2016 has been a big year for development, and by “development” I mean the process of getting new homes built, or any other new buildings for that matter.

In the last “development update” post for the year, I wanted to look back at some of the highlights which you might have missed. You can click through to these at the bottom of the RCG Development Tracker page.

  • January focused on retail. “Up until 2007, the retail sector was on a roll, and new shopping centres were being built all over the place. That changed when the recession hit in 2008 [but] 2015-2016 sees the biggest expansion since the GFC”.
  • In March, I covered some research I did with RCG, and some other housing stuff. “In the long term [attached homes will] make up at least 50% of the new homes we build”. I’ve picked that in 2017, we’ll consent more of those than detached houses. Will we get there? Hard to say at this point.
  • June was all about housing. I looked at the pipeline for ‘attached dwellings’, which I’ll update in the new year.
  • July compared construction trends for Auckland and Christchurch
  • August focused on Stonefields, a 2,500-home development. “Looking at Stonefields today, you could be fooled into thinking it’s almost finished, but the reality is it’s not even halfway”.
  • September covered office development across Auckland (most of it is in the city centre)
  • November looked at some of the housing projects which haven’t gone ahead, for various reasons.

Tracking housing and other projects

The RCG Development Tracker has an interactive map, now showing 827 projects across the country, including every brownfields Special Housing Area, big growth nodes like Hobsonville Point and Stonefields, plus billions of dollars’ worth of retail, office and accommodation developments.

It also shows Auckland’s Rapid Transit Network – the trains, the Northern Busway, plus some new links which will be built in the next few years such as the City Rail Link (now thankfully underway) and AMETI busway (which continues to languish). The Northwestern busway isn’t on there, as it’s even further away and doesn’t have any funding yet.*

In Auckland, we’re building some of everything. Shopping centres, offices, industrial buildings; hotels and other accommodation; and of course homes of all types and sizes. Apartments, terraces, retirement villages, and “traditional” detached houses (more on those later). Just about everything is booming. This year I’ve written on the tourism boom, migration boom, international education boom and construction crunch (which is really a boom as well).

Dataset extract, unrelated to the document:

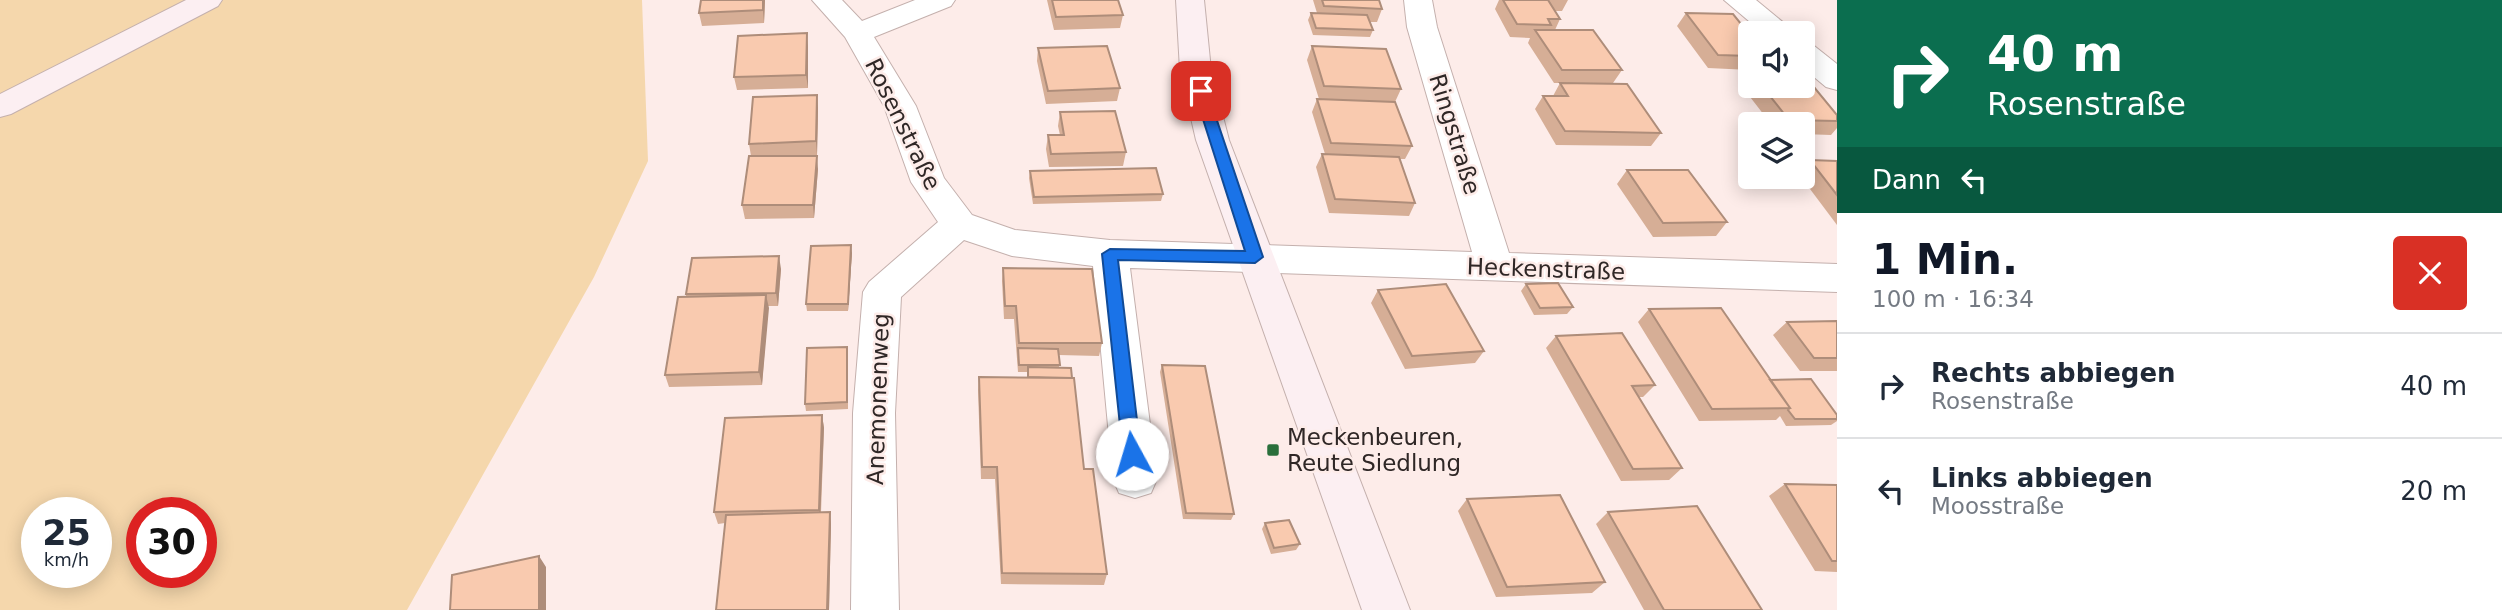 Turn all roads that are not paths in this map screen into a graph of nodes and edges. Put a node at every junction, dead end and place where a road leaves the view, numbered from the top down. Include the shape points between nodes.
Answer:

So those are all positive, I guess, but there are issues that come with them. The big issue being a shortage of housing, with real effects on people’s quality of life. Other issues being high construction costs, and what looks like low wage/ productivity/ real income growth (so we’re not that much better off on a ‘per capita’ basis). Plus, there are some wobbles starting to emerge: house prices flattening or starting to fall, and signs of real problems in the international education industry.


How many homes are we really building?

Most months, I put together a graph showing the number of building consents for new homes. This is a good indicator of how many homes are going to be built. By the time a development gets its building consent approved, it already has planning approvals, and the design is pretty much complete. The developer has 12 months to start building (otherwise the consent expires), and almost all consents do eventually turn into homes.

Here’s the latest consents data, which shows that 9,800 new homes were consented in the 12 months to October 2016:

There’s obviously a lag between building consents being approved and the home being completed. Historically, the average lag is about six months, but this lag is getting much longer. Only 7,700 homes were completed in the 12 months to June 2016, but 9,251 homes were consented in 2015, and 7,632 were consented in 2014.

So, consents do get converted into homes, but we’re well behind on doing it.

Why the delays?

There are two reasons for the delays. One is that builders everywhere are busy, so they’re struggling to put enough resources together.

The other reason is that apartments take longer to build than terraces, and terraces take longer to build than detached houses. As Auckland builds a larger share of attached dwellings, the lag between consents and completions would be getting bigger even if builders weren’t flat out. At a guess, we probably need to allow at least two years for apartments from consent to completion, and at least one year for terraces.

So does that mean that we need to build more detached houses if we want to solve Auckland’s housing crisis? Surprisingly, the answer is no – in the long term, we’ll get more homes built if we focus on attached homes, like apartments and terraces.

There’s nothing very traditional about the detached houses being built today. They average a whopping 235 square metres – what is that, six bedrooms? – and they’re often double storey, with complicated shapes compared to the brick-and-tile boxes of the past. Plus, they’re mainly on the edges of the city. Affordable housing they are not.

Apartments and terraces, of course, tend to be much smaller in size. Although they cost a bit more to build on a ‘per square metre’ basis (especially for apartments), they tend to be cheaper overall.

And on that note, have a great summer everyone, take care when getting around and remember to wear sunblock!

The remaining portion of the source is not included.